Dataset records
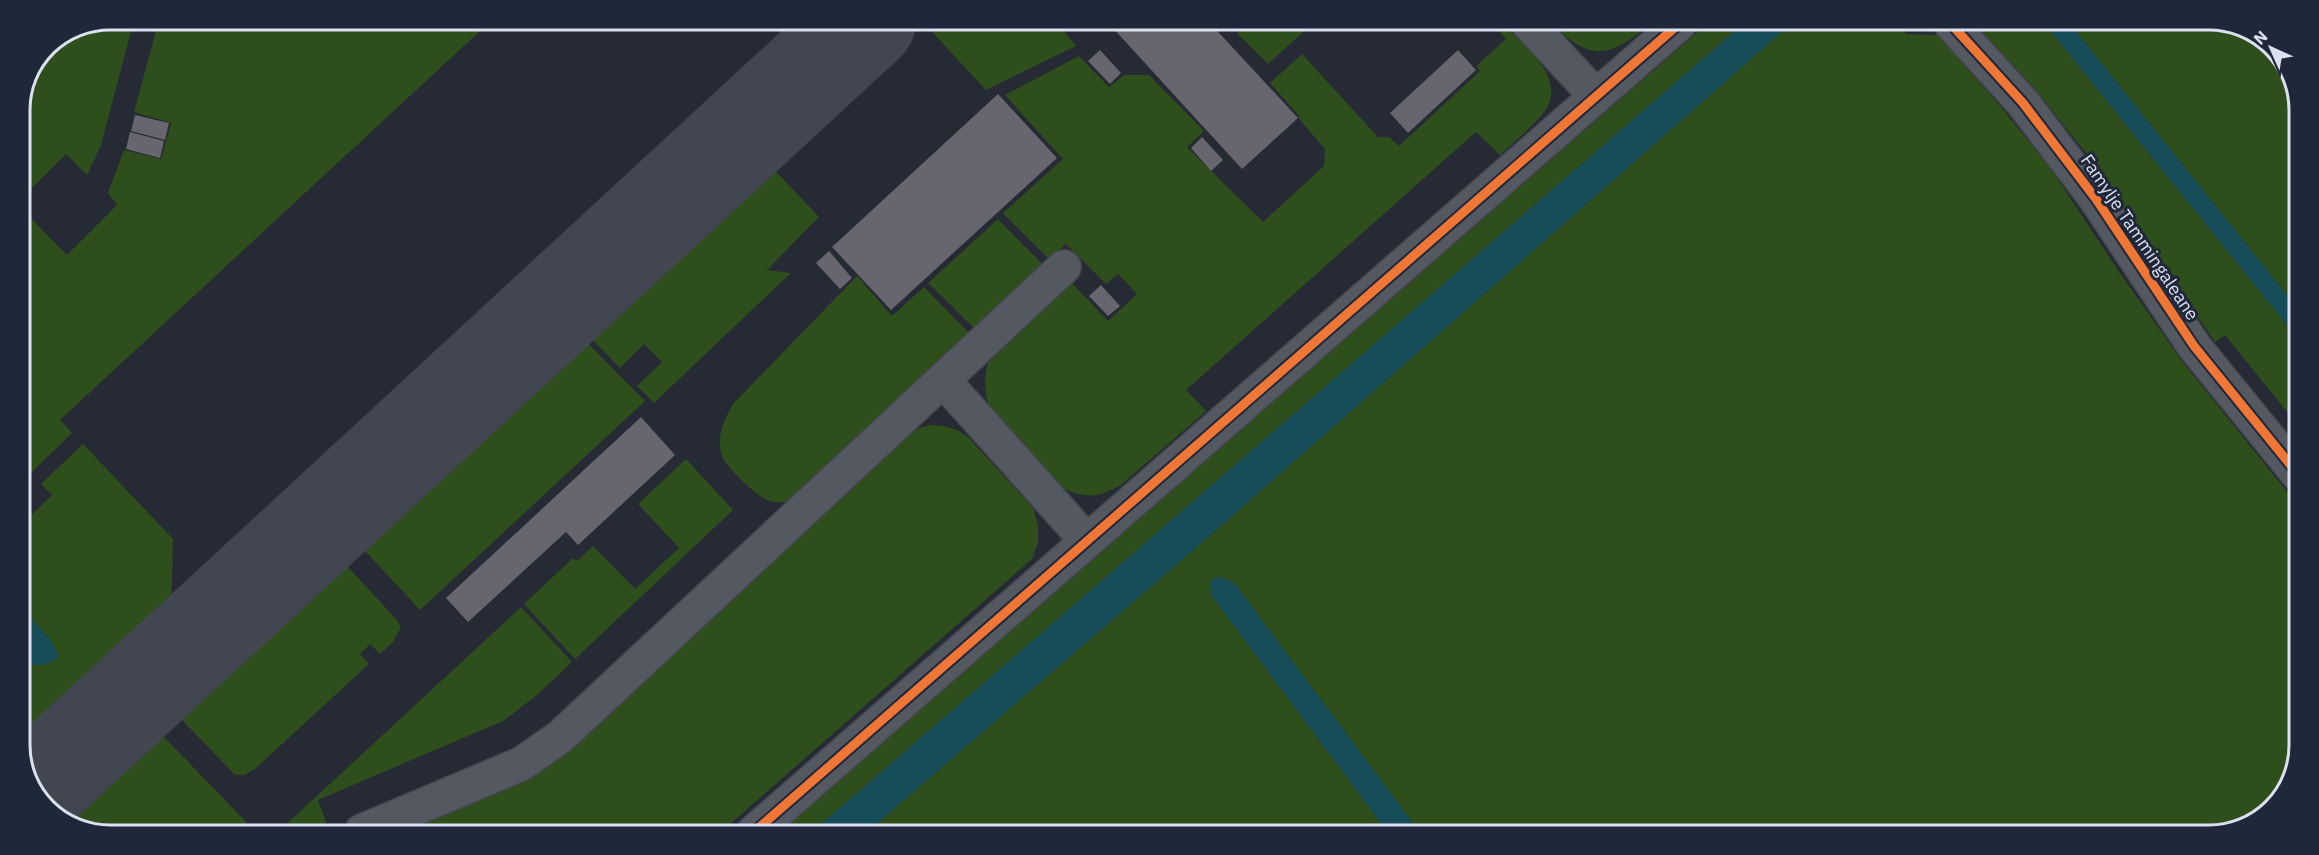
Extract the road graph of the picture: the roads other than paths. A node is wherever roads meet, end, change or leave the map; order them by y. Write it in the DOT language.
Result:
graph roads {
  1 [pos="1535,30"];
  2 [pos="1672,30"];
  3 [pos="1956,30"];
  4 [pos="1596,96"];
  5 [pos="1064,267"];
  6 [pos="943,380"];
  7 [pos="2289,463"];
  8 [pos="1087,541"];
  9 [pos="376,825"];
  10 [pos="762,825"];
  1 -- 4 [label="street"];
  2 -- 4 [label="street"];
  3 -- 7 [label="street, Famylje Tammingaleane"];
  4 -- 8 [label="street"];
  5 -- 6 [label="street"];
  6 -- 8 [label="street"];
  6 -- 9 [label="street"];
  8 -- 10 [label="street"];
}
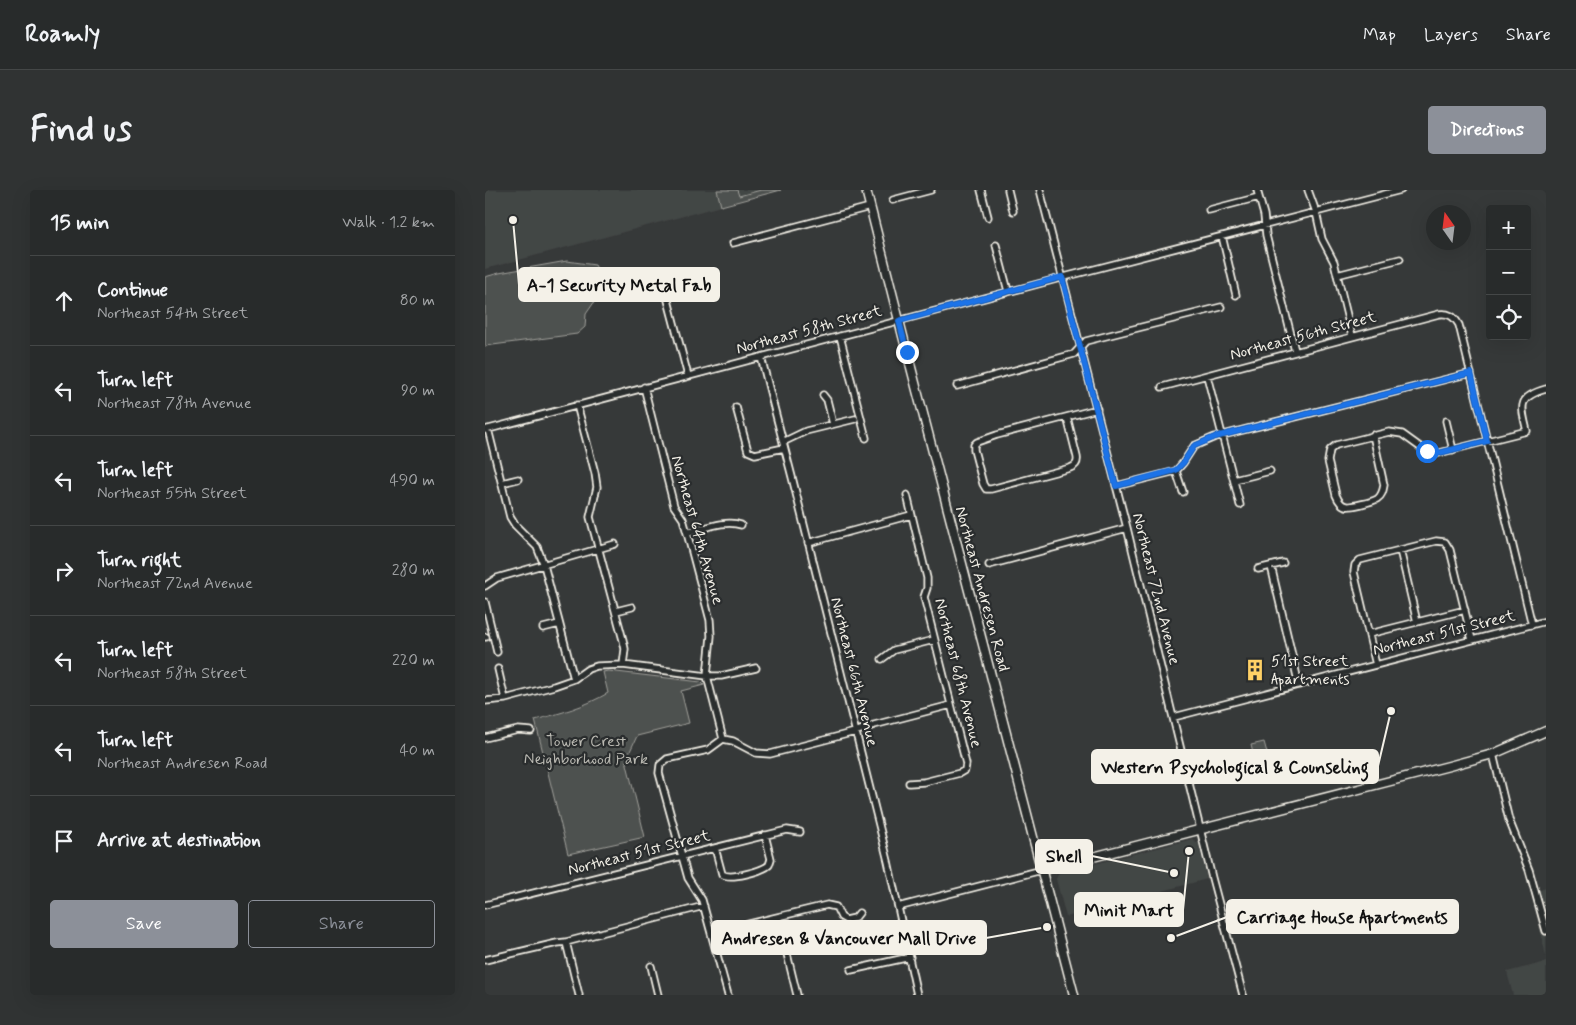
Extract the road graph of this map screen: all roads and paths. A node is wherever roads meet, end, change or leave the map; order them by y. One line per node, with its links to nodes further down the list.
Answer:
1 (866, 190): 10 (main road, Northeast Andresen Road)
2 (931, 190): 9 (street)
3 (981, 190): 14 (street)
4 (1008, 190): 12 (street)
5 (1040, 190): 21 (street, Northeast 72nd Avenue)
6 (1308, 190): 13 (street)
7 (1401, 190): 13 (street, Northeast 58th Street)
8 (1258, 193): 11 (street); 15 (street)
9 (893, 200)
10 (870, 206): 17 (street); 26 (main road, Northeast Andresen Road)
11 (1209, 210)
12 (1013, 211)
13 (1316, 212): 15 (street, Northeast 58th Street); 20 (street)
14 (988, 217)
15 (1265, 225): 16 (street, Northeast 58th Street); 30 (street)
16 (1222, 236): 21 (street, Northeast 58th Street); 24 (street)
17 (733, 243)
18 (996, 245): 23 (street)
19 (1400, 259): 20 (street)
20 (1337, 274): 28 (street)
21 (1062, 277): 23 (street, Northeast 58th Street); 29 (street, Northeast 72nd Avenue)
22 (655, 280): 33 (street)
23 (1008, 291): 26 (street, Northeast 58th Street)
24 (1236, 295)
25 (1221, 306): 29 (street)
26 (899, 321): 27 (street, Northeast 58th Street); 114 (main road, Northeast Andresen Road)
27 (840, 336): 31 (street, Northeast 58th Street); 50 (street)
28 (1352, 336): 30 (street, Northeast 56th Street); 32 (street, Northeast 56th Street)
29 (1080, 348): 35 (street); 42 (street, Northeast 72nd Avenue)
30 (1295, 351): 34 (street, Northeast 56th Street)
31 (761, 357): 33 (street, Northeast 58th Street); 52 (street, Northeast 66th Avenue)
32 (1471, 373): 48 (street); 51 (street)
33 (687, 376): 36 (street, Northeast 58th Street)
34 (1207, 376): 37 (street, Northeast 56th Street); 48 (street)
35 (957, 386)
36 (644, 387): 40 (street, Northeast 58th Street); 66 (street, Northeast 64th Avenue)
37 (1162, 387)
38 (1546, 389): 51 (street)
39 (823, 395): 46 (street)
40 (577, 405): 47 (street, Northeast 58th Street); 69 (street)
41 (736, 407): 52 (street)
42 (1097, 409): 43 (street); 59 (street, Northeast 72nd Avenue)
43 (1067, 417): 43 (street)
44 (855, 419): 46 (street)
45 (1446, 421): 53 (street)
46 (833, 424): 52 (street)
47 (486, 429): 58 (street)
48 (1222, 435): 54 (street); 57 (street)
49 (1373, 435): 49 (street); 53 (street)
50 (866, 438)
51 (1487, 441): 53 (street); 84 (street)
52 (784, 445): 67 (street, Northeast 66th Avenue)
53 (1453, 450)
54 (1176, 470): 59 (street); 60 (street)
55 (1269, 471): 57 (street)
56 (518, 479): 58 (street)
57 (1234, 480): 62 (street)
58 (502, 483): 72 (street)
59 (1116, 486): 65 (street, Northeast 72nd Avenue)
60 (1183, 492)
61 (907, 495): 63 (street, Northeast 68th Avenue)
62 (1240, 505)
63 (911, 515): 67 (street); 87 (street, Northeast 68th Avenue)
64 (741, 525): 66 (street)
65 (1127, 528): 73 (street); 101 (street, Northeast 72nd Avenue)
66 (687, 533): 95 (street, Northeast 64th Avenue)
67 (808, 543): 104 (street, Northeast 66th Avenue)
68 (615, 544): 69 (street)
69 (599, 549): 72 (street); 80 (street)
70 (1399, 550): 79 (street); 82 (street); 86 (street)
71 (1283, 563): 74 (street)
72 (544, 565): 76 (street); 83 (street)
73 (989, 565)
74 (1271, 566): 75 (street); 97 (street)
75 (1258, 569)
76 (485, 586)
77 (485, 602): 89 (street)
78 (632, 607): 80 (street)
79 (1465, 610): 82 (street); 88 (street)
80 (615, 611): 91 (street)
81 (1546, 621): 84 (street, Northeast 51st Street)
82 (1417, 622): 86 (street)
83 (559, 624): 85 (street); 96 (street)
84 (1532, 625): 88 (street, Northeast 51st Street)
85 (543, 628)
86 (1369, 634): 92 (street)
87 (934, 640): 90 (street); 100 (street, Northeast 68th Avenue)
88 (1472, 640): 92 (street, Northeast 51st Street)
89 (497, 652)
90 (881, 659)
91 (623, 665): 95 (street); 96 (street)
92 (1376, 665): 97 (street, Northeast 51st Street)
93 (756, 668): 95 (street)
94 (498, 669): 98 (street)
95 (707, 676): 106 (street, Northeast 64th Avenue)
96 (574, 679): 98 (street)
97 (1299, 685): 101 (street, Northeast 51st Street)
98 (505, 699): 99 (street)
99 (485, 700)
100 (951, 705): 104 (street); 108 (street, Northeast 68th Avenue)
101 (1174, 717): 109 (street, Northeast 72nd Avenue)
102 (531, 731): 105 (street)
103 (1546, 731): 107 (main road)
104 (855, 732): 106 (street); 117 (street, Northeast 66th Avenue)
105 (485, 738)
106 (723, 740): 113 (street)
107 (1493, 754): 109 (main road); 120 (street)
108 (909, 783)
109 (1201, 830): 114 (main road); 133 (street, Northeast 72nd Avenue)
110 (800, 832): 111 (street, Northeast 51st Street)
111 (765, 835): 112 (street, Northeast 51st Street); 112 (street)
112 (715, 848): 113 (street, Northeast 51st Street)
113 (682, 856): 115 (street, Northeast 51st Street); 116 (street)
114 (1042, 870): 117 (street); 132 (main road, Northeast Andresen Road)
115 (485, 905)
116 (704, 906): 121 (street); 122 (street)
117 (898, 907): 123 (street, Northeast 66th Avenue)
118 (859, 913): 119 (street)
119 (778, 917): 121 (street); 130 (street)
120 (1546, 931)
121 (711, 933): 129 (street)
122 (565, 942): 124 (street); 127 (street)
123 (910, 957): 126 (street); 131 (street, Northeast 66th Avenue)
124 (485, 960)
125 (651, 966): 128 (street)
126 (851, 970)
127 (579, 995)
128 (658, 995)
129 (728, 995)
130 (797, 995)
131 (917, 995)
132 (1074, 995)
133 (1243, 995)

Work item
All of the lines above must be printed again exactly, and no picture may appear in the copy.

Response area
Extract the road graph of the picture: the roads other than paths. A node is wherever roads meet, end, change or leave the map; order them by y. Write it in the DOT language.
Result:
graph roads {
  1 [pos="1535,30"];
  2 [pos="1672,30"];
  3 [pos="1956,30"];
  4 [pos="1596,96"];
  5 [pos="1064,267"];
  6 [pos="943,380"];
  7 [pos="2289,463"];
  8 [pos="1087,541"];
  9 [pos="376,825"];
  10 [pos="762,825"];
  1 -- 4 [label="street"];
  2 -- 4 [label="street"];
  3 -- 7 [label="street, Famylje Tammingaleane"];
  4 -- 8 [label="street"];
  5 -- 6 [label="street"];
  6 -- 8 [label="street"];
  6 -- 9 [label="street"];
  8 -- 10 [label="street"];
}
Extract the road graph of this map screen: all roads and paths. A node is wherever roads meet, end, change or leave the map; order them by y. One line per node, with its links to nodes further down the list.
Answer:
1 (866, 190): 10 (main road, Northeast Andresen Road)
2 (931, 190): 9 (street)
3 (981, 190): 14 (street)
4 (1008, 190): 12 (street)
5 (1040, 190): 21 (street, Northeast 72nd Avenue)
6 (1308, 190): 13 (street)
7 (1401, 190): 13 (street, Northeast 58th Street)
8 (1258, 193): 11 (street); 15 (street)
9 (893, 200)
10 (870, 206): 17 (street); 26 (main road, Northeast Andresen Road)
11 (1209, 210)
12 (1013, 211)
13 (1316, 212): 15 (street, Northeast 58th Street); 20 (street)
14 (988, 217)
15 (1265, 225): 16 (street, Northeast 58th Street); 30 (street)
16 (1222, 236): 21 (street, Northeast 58th Street); 24 (street)
17 (733, 243)
18 (996, 245): 23 (street)
19 (1400, 259): 20 (street)
20 (1337, 274): 28 (street)
21 (1062, 277): 23 (street, Northeast 58th Street); 29 (street, Northeast 72nd Avenue)
22 (655, 280): 33 (street)
23 (1008, 291): 26 (street, Northeast 58th Street)
24 (1236, 295)
25 (1221, 306): 29 (street)
26 (899, 321): 27 (street, Northeast 58th Street); 114 (main road, Northeast Andresen Road)
27 (840, 336): 31 (street, Northeast 58th Street); 50 (street)
28 (1352, 336): 30 (street, Northeast 56th Street); 32 (street, Northeast 56th Street)
29 (1080, 348): 35 (street); 42 (street, Northeast 72nd Avenue)
30 (1295, 351): 34 (street, Northeast 56th Street)
31 (761, 357): 33 (street, Northeast 58th Street); 52 (street, Northeast 66th Avenue)
32 (1471, 373): 48 (street); 51 (street)
33 (687, 376): 36 (street, Northeast 58th Street)
34 (1207, 376): 37 (street, Northeast 56th Street); 48 (street)
35 (957, 386)
36 (644, 387): 40 (street, Northeast 58th Street); 66 (street, Northeast 64th Avenue)
37 (1162, 387)
38 (1546, 389): 51 (street)
39 (823, 395): 46 (street)
40 (577, 405): 47 (street, Northeast 58th Street); 69 (street)
41 (736, 407): 52 (street)
42 (1097, 409): 43 (street); 59 (street, Northeast 72nd Avenue)
43 (1067, 417): 43 (street)
44 (855, 419): 46 (street)
45 (1446, 421): 53 (street)
46 (833, 424): 52 (street)
47 (486, 429): 58 (street)
48 (1222, 435): 54 (street); 57 (street)
49 (1373, 435): 49 (street); 53 (street)
50 (866, 438)
51 (1487, 441): 53 (street); 84 (street)
52 (784, 445): 67 (street, Northeast 66th Avenue)
53 (1453, 450)
54 (1176, 470): 59 (street); 60 (street)
55 (1269, 471): 57 (street)
56 (518, 479): 58 (street)
57 (1234, 480): 62 (street)
58 (502, 483): 72 (street)
59 (1116, 486): 65 (street, Northeast 72nd Avenue)
60 (1183, 492)
61 (907, 495): 63 (street, Northeast 68th Avenue)
62 (1240, 505)
63 (911, 515): 67 (street); 87 (street, Northeast 68th Avenue)
64 (741, 525): 66 (street)
65 (1127, 528): 73 (street); 101 (street, Northeast 72nd Avenue)
66 (687, 533): 95 (street, Northeast 64th Avenue)
67 (808, 543): 104 (street, Northeast 66th Avenue)
68 (615, 544): 69 (street)
69 (599, 549): 72 (street); 80 (street)
70 (1399, 550): 79 (street); 82 (street); 86 (street)
71 (1283, 563): 74 (street)
72 (544, 565): 76 (street); 83 (street)
73 (989, 565)
74 (1271, 566): 75 (street); 97 (street)
75 (1258, 569)
76 (485, 586)
77 (485, 602): 89 (street)
78 (632, 607): 80 (street)
79 (1465, 610): 82 (street); 88 (street)
80 (615, 611): 91 (street)
81 (1546, 621): 84 (street, Northeast 51st Street)
82 (1417, 622): 86 (street)
83 (559, 624): 85 (street); 96 (street)
84 (1532, 625): 88 (street, Northeast 51st Street)
85 (543, 628)
86 (1369, 634): 92 (street)
87 (934, 640): 90 (street); 100 (street, Northeast 68th Avenue)
88 (1472, 640): 92 (street, Northeast 51st Street)
89 (497, 652)
90 (881, 659)
91 (623, 665): 95 (street); 96 (street)
92 (1376, 665): 97 (street, Northeast 51st Street)
93 (756, 668): 95 (street)
94 (498, 669): 98 (street)
95 (707, 676): 106 (street, Northeast 64th Avenue)
96 (574, 679): 98 (street)
97 (1299, 685): 101 (street, Northeast 51st Street)
98 (505, 699): 99 (street)
99 (485, 700)
100 (951, 705): 104 (street); 108 (street, Northeast 68th Avenue)
101 (1174, 717): 109 (street, Northeast 72nd Avenue)
102 (531, 731): 105 (street)
103 (1546, 731): 107 (main road)
104 (855, 732): 106 (street); 117 (street, Northeast 66th Avenue)
105 (485, 738)
106 (723, 740): 113 (street)
107 (1493, 754): 109 (main road); 120 (street)
108 (909, 783)
109 (1201, 830): 114 (main road); 133 (street, Northeast 72nd Avenue)
110 (800, 832): 111 (street, Northeast 51st Street)
111 (765, 835): 112 (street, Northeast 51st Street); 112 (street)
112 (715, 848): 113 (street, Northeast 51st Street)
113 (682, 856): 115 (street, Northeast 51st Street); 116 (street)
114 (1042, 870): 117 (street); 132 (main road, Northeast Andresen Road)
115 (485, 905)
116 (704, 906): 121 (street); 122 (street)
117 (898, 907): 123 (street, Northeast 66th Avenue)
118 (859, 913): 119 (street)
119 (778, 917): 121 (street); 130 (street)
120 (1546, 931)
121 (711, 933): 129 (street)
122 (565, 942): 124 (street); 127 (street)
123 (910, 957): 126 (street); 131 (street, Northeast 66th Avenue)
124 (485, 960)
125 (651, 966): 128 (street)
126 (851, 970)
127 (579, 995)
128 (658, 995)
129 (728, 995)
130 (797, 995)
131 (917, 995)
132 (1074, 995)
133 (1243, 995)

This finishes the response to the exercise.